• **AIM OF THE EXERCISE**
Lines with the string "Pinos" in the data below: report how many there are, and write nothing but the number.

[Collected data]
- - -

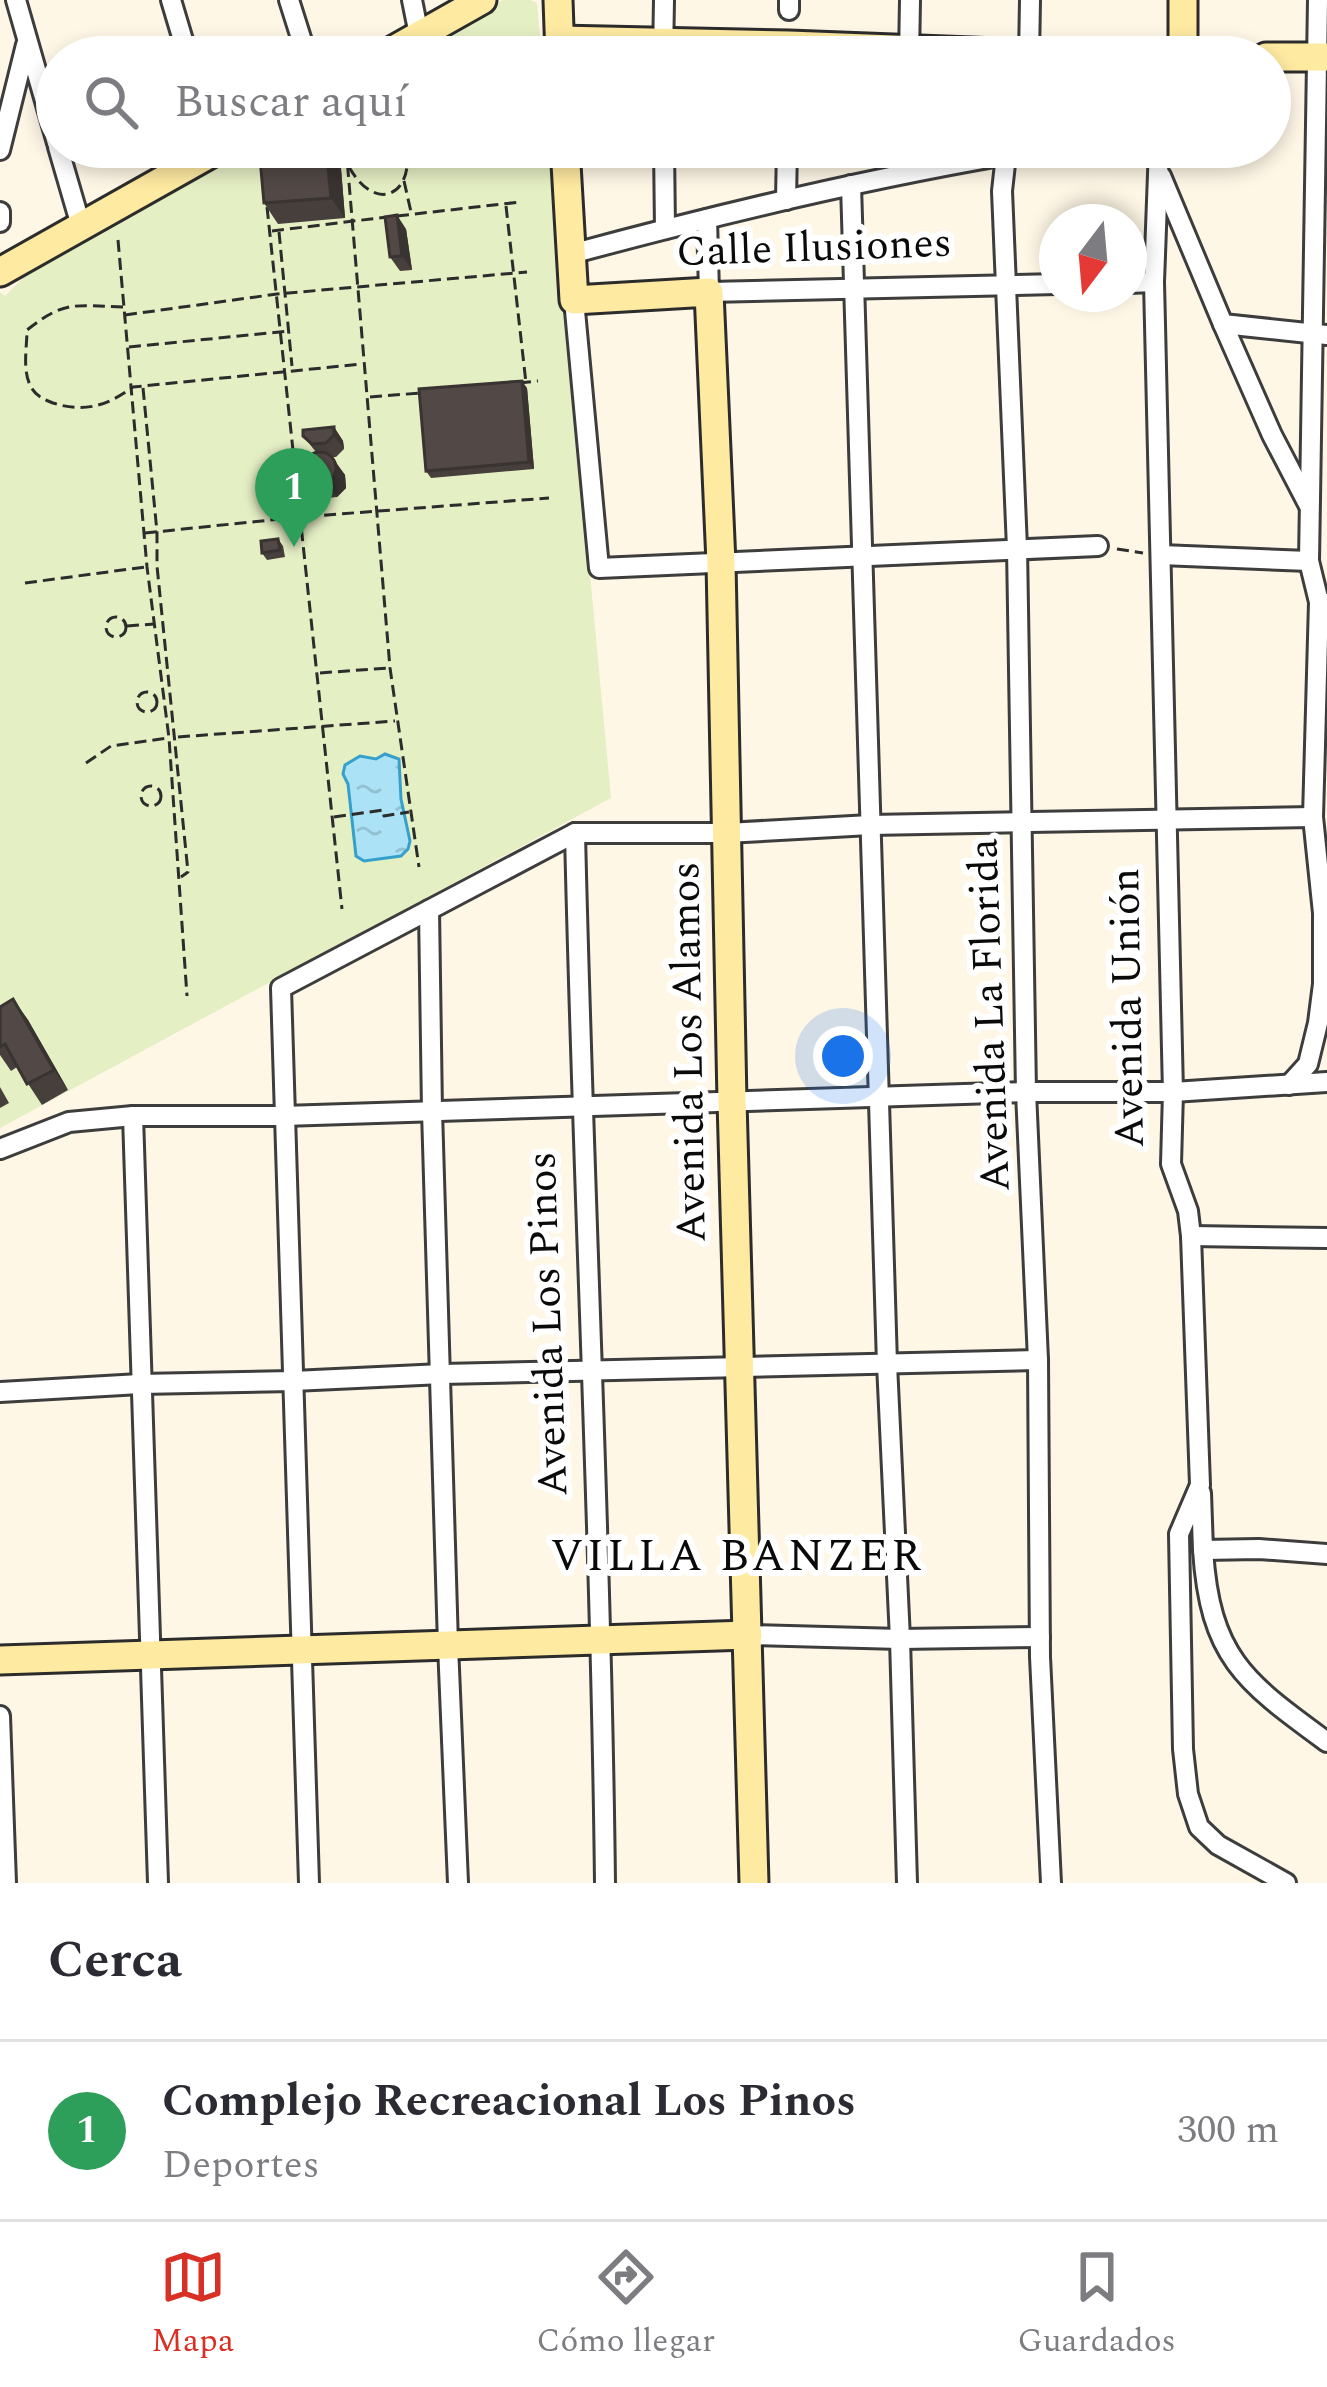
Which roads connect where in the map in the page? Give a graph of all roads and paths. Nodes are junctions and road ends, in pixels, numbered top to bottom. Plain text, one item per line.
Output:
1 (16, 0) edge
2 (171, 0) edge
3 (289, 0) edge
4 (412, 0) edge
5 (482, 0) edge
6 (558, 0) edge
7 (664, 0) edge
8 (910, 0) edge
9 (1030, 0) edge
10 (1183, 0) edge
11 (1318, 0) edge
12 (419, 34) junction
13 (182, 36) edge
14 (300, 36) edge
15 (416, 36) edge
16 (559, 36) edge
17 (663, 36) edge
18 (909, 36) edge
19 (1029, 36) edge
20 (1183, 36) edge
21 (27, 40) junction
22 (1291, 57) edge
23 (1322, 57) edge
24 (36, 70) edge
25 (0, 150) edge
26 (65, 168) edge
27 (183, 168) edge
28 (348, 168) edge
29 (349, 168) edge
30 (407, 168) edge
31 (566, 168) edge
32 (664, 168) edge
33 (787, 168) edge
34 (908, 168) edge
35 (927, 168) edge
36 (1006, 168) edge
37 (1158, 170) joint
38 (908, 172) junction
39 (404, 179) junction
40 (851, 185) junction
41 (786, 200) junction
42 (520, 202) dead end
43 (506, 203) junction
44 (268, 209) edge
45 (0, 212) edge
46 (411, 214) junction
47 (707, 219) junction
48 (0, 222) edge
49 (351, 222) junction
50 (81, 226) junction
51 (665, 229) junction
52 (279, 230) junction
53 (270, 231) junction
54 (118, 240) dead end
55 (571, 254) junction
56 (0, 272) edge
57 (527, 272) dead end
58 (514, 273) junction
59 (1147, 282) edge
60 (1154, 282) junction
61 (1039, 284) edge
62 (1006, 285) junction
63 (358, 286) junction
64 (855, 287) junction
65 (709, 292) junction
66 (285, 293) junction
67 (277, 294) junction
68 (574, 299) junction
69 (124, 307) junction
70 (125, 315) junction
71 (1223, 324) junction
72 (289, 331) junction
73 (280, 332) junction
74 (1321, 335) edge
75 (129, 347) junction
76 (364, 364) junction
77 (292, 369) junction
78 (285, 370) junction
79 (538, 382) dead end
80 (526, 383) junction
81 (503, 385) edge
82 (142, 386) junction
83 (133, 387) junction
84 (436, 391) edge
85 (368, 398) junction
86 (549, 498) dead end
87 (1308, 504) junction
88 (375, 511) junction
89 (300, 517) junction
90 (157, 532) junction
91 (145, 533) junction
92 (1098, 546) joint
93 (1018, 548) junction
94 (1161, 555) junction
95 (862, 556) junction
96 (1309, 561) junction
97 (721, 563) junction
98 (147, 567) junction
99 (25, 583) dead end
100 (1323, 602) edge
101 (154, 624) junction
102 (125, 626) dead end
103 (390, 668) junction
104 (317, 673) junction
105 (156, 702) dead end
106 (164, 702) junction
107 (397, 721) junction
108 (322, 724) junction
109 (172, 737) junction
110 (86, 763) dead end
111 (180, 791) junction
112 (173, 792) junction
113 (161, 793) dead end
114 (411, 811) junction
115 (332, 817) junction
116 (1313, 817) junction
117 (1167, 820) junction
118 (1020, 821) junction
119 (870, 824) junction
120 (575, 833) junction
121 (726, 833) junction
122 (419, 867) dead end
123 (179, 878) junction
124 (342, 909) dead end
125 (429, 910) junction
126 (1325, 913) edge
127 (187, 996) dead end
128 (1327, 1082) edge
129 (1289, 1085) junction
130 (1026, 1091) junction
131 (1173, 1092) junction
132 (878, 1096) junction
133 (733, 1101) junction
134 (581, 1105) junction
135 (432, 1111) junction
136 (133, 1116) junction
137 (283, 1116) junction
138 (0, 1149) edge
139 (1191, 1236) junction
140 (1327, 1238) edge
141 (1038, 1360) junction
142 (886, 1364) junction
143 (739, 1367) junction
144 (593, 1370) junction
145 (442, 1374) junction
146 (293, 1381) junction
147 (140, 1384) junction
148 (0, 1392) edge
149 (1200, 1491) junction
150 (1203, 1550) junction
151 (1319, 1553) edge
152 (1327, 1570) edge
153 (748, 1635) junction
154 (1040, 1637) junction
155 (900, 1639) junction
156 (602, 1640) junction
157 (448, 1645) junction
158 (300, 1650) junction
159 (149, 1655) junction
160 (0, 1660) edge
161 (0, 1716) edge
162 (1327, 1742) edge
163 (6, 1883) edge
164 (158, 1883) edge
165 (309, 1883) edge
166 (458, 1883) edge
167 (604, 1883) edge
168 (754, 1883) edge
169 (907, 1883) edge
170 (1051, 1883) edge
171 (1286, 1883) edge

1 - 21 street
2 - 13 street
3 - 14 street
4 - 12 street
5 - 12 street
6 - 16 street
7 - 17 street
8 - 18 street
9 - 19 street
10 - 20 street
11 - 23 street
12 - 15 street
21 - 24 street
21 - 25 street
22 - 23 street
23 - 74 street
26 - 50 street
27 - 50 street
28 - 49 path
29 - 39 path
30 - 39 path
31 - 55 street
32 - 51 street
33 - 41 street
34 - 38 street
35 - 38 street
36 - 62 street, Avenida La Florida
37 - 60 street, Avenida Unión
37 - 71 street
38 - 40 street
39 - 46 path
40 - 41 street
40 - 64 street
41 - 47 street
42 - 43 path
43 - 46 path
43 - 58 path
44 - 53 path
45 - 48 street
46 - 49 path
47 - 51 street
47 - 65 street, Avenida Los Alamos
49 - 52 path
49 - 63 path
50 - 56 street
51 - 55 street
52 - 53 path
52 - 66 path
53 - 67 path
54 - 69 path
55 - 68 street
57 - 58 path
58 - 63 path
58 - 80 path
59 - 60 street
60 - 94 street, Avenida Unión
61 - 62 street, Calle Ilusiones
62 - 64 street, Calle Ilusiones
62 - 93 street, Avenida La Florida
63 - 66 path
63 - 76 path
64 - 65 street, Calle Ilusiones
64 - 95 street
65 - 68 street, Calle Ilusiones
65 - 97 street, Avenida Los Alamos
66 - 67 path
66 - 72 path
67 - 70 path
67 - 73 path
68 - 97 street
69 - 70 path
69 - 83 path
70 - 75 path
71 - 74 street
71 - 87 street
72 - 73 path
72 - 77 path
73 - 75 path
73 - 78 path
74 - 87 street
75 - 83 path
76 - 77 path
76 - 85 path
77 - 78 path
78 - 82 path
78 - 89 path
79 - 80 path
80 - 81 path
82 - 83 path
82 - 90 path
83 - 91 path
84 - 85 path
85 - 88 path
86 - 88 path
87 - 96 street
88 - 89 path
88 - 103 path
89 - 90 path
89 - 104 path
90 - 91 path
90 - 109 path
91 - 98 path
92 - 93 street
92 - 94 path
93 - 95 street
93 - 118 street, Avenida La Florida
94 - 96 street
94 - 117 street, Avenida Unión
95 - 97 street
95 - 119 street
96 - 100 street
97 - 121 street, Avenida Los Alamos
98 - 99 path
98 - 101 path
100 - 116 street
101 - 102 path
101 - 106 path
103 - 104 path
103 - 107 path
104 - 108 path
105 - 106 path
106 - 109 path
107 - 108 path
107 - 114 path
108 - 109 path
108 - 115 path
109 - 110 path
109 - 111 path
109 - 112 path
111 - 112 path
111 - 123 path
112 - 113 path
112 - 123 path
114 - 115 path
114 - 122 path
115 - 124 path
116 - 117 street
116 - 126 street
117 - 118 street
117 - 131 street, Avenida Unión
118 - 119 street
118 - 130 street, Avenida La Florida
119 - 121 street
119 - 132 street
120 - 121 street
120 - 125 street
120 - 134 street, Avenida Los Pinos
121 - 133 street, Avenida Los Alamos
123 - 127 path
125 - 135 street
125 - 137 street
126 - 129 street
128 - 129 street
129 - 131 street
130 - 131 street
130 - 132 street
130 - 141 street, Avenida La Florida
131 - 139 street, Avenida Unión
132 - 133 street
132 - 142 street
133 - 134 street
133 - 143 street, Avenida Los Alamos
134 - 135 street
134 - 144 street, Avenida Los Pinos
135 - 137 street
135 - 145 street
136 - 137 street
136 - 138 street
136 - 147 street
137 - 146 street
139 - 140 street
139 - 149 street, Avenida Unión
141 - 142 street
141 - 154 street, Avenida La Florida
142 - 143 street
142 - 155 street
143 - 144 street
143 - 153 street, Avenida Los Alamos
144 - 145 street
144 - 156 street, Avenida Los Pinos
145 - 146 street
145 - 157 street
146 - 147 street
146 - 158 street
147 - 148 street
147 - 159 street
149 - 150 street
149 - 171 street, Avenida Unión
150 - 151 street
150 - 162 street
151 - 152 street
153 - 155 street
153 - 156 street
153 - 168 street, Avenida Los Alamos
154 - 155 street
154 - 170 street, Avenida La Florida
155 - 169 street
156 - 157 street
156 - 167 street, Avenida Los Pinos
157 - 158 street
157 - 166 street
158 - 159 street
158 - 165 street
159 - 160 street
159 - 164 street
161 - 163 street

- - -

• **REPLY**
4